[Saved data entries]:
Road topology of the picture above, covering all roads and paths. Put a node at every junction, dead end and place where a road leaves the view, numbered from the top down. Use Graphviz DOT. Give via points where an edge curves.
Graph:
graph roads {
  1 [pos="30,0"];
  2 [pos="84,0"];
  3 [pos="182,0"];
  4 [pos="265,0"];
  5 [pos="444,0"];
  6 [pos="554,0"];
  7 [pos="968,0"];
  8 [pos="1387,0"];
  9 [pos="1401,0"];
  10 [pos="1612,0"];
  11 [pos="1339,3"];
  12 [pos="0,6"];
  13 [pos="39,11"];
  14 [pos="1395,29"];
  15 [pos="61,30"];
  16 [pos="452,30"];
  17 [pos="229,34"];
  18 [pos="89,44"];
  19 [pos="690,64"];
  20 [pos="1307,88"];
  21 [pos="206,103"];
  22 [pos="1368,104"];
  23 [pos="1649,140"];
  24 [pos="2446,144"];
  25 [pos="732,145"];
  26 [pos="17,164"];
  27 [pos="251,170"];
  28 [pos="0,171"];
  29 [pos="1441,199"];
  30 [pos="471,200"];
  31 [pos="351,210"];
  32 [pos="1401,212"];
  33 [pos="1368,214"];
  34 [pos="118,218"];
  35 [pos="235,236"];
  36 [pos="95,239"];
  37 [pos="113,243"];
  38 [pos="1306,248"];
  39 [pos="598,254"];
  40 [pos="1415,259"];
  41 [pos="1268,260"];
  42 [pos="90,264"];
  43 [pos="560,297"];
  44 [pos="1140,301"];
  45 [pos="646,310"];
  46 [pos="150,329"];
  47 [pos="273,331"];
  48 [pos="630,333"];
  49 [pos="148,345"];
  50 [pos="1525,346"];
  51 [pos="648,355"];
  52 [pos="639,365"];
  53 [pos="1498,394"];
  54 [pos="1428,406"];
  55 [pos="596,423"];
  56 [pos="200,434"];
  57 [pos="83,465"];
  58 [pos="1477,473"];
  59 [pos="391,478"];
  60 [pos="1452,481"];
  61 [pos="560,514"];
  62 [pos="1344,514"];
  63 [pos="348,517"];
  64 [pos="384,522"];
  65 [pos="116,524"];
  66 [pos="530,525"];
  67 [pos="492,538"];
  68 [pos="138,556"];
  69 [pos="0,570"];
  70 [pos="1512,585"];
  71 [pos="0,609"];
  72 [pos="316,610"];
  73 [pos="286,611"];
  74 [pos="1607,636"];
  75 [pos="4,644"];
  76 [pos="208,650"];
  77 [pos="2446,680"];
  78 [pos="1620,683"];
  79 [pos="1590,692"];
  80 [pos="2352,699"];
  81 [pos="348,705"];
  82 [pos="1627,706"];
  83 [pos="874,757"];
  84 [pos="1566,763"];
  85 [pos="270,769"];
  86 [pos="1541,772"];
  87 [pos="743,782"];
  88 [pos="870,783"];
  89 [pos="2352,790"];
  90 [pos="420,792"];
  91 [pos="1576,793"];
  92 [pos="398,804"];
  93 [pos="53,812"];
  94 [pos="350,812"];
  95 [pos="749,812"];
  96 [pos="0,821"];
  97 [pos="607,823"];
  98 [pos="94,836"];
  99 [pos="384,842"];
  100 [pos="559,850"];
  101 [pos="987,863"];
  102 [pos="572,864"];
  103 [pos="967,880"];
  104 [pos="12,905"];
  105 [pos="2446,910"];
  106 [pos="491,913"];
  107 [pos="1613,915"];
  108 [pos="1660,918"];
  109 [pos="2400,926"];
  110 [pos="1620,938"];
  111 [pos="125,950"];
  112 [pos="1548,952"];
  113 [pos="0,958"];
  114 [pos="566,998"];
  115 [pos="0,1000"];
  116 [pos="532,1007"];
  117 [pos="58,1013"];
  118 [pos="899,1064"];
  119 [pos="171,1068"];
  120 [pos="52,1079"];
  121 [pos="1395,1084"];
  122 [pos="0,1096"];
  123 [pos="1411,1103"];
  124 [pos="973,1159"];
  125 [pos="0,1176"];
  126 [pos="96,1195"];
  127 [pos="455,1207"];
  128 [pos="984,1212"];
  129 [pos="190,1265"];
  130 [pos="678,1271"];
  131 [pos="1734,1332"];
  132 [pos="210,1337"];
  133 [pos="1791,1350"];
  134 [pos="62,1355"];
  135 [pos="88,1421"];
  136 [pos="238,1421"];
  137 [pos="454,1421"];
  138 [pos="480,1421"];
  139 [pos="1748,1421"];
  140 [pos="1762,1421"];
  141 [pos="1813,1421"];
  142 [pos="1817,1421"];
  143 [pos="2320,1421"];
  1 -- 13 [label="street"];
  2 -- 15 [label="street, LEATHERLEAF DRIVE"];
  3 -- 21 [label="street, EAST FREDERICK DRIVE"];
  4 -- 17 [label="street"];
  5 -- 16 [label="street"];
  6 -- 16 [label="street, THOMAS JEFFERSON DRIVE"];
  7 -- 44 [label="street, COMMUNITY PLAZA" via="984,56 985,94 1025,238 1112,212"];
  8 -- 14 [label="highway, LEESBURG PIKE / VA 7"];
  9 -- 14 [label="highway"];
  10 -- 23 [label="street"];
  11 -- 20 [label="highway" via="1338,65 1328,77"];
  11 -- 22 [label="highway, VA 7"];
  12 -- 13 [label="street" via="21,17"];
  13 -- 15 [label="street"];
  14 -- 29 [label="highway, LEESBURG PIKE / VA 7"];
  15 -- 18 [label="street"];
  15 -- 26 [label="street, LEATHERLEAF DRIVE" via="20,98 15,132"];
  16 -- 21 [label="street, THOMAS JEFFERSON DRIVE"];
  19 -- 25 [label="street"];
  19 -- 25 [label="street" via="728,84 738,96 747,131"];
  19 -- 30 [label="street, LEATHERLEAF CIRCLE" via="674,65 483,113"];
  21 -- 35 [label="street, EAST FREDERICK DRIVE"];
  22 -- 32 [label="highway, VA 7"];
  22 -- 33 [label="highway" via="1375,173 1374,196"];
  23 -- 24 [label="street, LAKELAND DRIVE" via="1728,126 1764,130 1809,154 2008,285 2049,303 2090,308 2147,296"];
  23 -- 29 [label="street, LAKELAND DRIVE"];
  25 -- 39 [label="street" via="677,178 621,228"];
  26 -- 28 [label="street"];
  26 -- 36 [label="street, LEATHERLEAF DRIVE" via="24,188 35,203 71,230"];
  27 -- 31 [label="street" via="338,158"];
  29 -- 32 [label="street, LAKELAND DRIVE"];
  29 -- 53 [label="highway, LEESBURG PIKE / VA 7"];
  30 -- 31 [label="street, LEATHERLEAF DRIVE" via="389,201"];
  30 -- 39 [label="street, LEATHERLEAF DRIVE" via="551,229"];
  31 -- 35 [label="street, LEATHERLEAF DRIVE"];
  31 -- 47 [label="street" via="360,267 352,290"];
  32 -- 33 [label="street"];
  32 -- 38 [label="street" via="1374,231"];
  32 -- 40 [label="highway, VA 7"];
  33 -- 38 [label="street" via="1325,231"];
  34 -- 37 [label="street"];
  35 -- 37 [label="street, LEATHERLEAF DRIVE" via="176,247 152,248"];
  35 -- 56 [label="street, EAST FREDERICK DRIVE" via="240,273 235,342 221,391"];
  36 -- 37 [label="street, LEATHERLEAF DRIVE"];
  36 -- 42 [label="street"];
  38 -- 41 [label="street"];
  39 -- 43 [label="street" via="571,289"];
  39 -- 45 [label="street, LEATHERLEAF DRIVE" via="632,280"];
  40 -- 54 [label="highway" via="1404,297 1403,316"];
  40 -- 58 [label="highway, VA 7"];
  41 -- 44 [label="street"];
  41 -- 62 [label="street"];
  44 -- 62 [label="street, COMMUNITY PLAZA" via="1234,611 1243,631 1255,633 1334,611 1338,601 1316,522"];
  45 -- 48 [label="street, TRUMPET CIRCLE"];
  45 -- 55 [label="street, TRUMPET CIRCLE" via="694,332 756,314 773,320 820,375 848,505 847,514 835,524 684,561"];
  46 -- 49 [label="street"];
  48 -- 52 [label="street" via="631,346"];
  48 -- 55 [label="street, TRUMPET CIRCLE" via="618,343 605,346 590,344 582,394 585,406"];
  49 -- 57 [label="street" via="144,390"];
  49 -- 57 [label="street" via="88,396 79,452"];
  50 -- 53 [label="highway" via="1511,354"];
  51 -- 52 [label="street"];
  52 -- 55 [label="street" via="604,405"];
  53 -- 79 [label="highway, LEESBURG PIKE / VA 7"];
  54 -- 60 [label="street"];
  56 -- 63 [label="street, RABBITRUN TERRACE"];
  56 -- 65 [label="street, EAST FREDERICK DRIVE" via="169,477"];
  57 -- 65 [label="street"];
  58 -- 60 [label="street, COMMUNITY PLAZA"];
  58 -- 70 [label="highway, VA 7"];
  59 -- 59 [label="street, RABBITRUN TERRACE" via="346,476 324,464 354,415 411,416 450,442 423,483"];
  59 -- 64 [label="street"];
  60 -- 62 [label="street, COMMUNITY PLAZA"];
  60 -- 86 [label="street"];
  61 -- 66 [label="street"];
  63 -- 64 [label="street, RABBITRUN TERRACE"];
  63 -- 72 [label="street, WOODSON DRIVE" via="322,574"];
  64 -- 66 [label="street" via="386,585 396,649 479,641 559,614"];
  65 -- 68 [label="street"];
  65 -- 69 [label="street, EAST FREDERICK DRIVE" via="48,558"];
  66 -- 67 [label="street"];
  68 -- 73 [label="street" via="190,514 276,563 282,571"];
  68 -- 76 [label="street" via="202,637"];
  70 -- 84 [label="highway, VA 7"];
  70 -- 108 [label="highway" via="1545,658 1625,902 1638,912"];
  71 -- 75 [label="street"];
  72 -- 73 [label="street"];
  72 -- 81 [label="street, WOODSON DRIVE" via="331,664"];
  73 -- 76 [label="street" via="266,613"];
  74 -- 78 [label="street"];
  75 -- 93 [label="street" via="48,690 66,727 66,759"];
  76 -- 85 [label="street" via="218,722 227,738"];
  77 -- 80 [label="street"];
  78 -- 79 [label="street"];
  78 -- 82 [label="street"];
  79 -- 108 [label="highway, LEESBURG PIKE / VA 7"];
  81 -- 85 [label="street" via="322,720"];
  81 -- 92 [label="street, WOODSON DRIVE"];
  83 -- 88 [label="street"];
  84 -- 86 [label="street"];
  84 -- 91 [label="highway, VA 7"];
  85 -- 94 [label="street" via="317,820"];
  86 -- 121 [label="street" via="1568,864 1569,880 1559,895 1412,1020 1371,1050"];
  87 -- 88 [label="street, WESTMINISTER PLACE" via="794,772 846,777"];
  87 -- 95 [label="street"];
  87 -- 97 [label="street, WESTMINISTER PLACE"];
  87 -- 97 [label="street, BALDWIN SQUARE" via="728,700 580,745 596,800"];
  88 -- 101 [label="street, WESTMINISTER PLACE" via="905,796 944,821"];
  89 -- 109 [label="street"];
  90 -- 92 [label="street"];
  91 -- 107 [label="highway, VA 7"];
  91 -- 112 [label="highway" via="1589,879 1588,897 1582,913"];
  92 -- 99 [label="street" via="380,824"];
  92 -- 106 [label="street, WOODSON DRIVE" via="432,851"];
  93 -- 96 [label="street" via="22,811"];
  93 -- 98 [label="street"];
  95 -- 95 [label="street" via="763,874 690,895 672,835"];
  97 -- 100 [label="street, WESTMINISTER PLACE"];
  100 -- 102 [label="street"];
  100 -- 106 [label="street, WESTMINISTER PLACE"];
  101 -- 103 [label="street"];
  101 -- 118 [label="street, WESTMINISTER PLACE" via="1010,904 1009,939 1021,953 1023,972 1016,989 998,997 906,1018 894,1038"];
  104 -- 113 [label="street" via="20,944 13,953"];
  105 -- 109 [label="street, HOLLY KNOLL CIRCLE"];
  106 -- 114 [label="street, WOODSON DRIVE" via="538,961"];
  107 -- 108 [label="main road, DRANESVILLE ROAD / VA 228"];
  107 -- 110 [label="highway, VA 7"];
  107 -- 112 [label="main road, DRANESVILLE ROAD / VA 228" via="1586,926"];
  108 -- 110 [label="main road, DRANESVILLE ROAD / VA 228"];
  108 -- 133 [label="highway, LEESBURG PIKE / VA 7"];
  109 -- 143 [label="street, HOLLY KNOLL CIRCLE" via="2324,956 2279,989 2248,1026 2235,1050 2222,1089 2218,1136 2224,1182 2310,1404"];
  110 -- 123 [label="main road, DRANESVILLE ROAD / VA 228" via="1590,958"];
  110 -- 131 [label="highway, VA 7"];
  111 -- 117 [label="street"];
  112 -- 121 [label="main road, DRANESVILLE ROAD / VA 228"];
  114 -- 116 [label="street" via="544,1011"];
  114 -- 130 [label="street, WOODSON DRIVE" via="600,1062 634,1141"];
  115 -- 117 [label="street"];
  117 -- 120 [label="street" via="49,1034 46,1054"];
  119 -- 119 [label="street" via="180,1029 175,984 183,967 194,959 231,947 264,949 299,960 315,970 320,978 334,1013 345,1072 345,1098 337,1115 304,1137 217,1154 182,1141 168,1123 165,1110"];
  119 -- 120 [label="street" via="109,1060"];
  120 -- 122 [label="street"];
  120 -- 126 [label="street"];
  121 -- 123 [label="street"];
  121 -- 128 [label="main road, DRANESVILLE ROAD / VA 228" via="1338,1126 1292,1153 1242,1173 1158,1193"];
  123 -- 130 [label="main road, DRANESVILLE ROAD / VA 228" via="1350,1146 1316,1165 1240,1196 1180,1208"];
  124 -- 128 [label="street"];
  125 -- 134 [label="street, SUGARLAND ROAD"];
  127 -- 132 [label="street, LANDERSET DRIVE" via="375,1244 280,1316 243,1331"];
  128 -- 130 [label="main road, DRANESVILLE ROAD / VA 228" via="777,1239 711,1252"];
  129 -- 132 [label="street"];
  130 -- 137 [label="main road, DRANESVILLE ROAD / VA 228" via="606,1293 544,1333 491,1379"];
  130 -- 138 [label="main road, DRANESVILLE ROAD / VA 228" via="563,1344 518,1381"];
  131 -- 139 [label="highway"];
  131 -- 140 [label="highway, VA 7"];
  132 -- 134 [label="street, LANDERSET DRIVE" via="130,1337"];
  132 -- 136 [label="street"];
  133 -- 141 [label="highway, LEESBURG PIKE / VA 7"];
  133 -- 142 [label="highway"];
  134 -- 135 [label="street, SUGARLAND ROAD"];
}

[TASK ITEM]:
Check each line of the entries above for the word "LANDERSET". List the ones that have it.

[RESULT OF THIS EXERCISE]:
  127 -- 132 [label="street, LANDERSET DRIVE" via="375,1244 280,1316 243,1331"];
  132 -- 134 [label="street, LANDERSET DRIVE" via="130,1337"];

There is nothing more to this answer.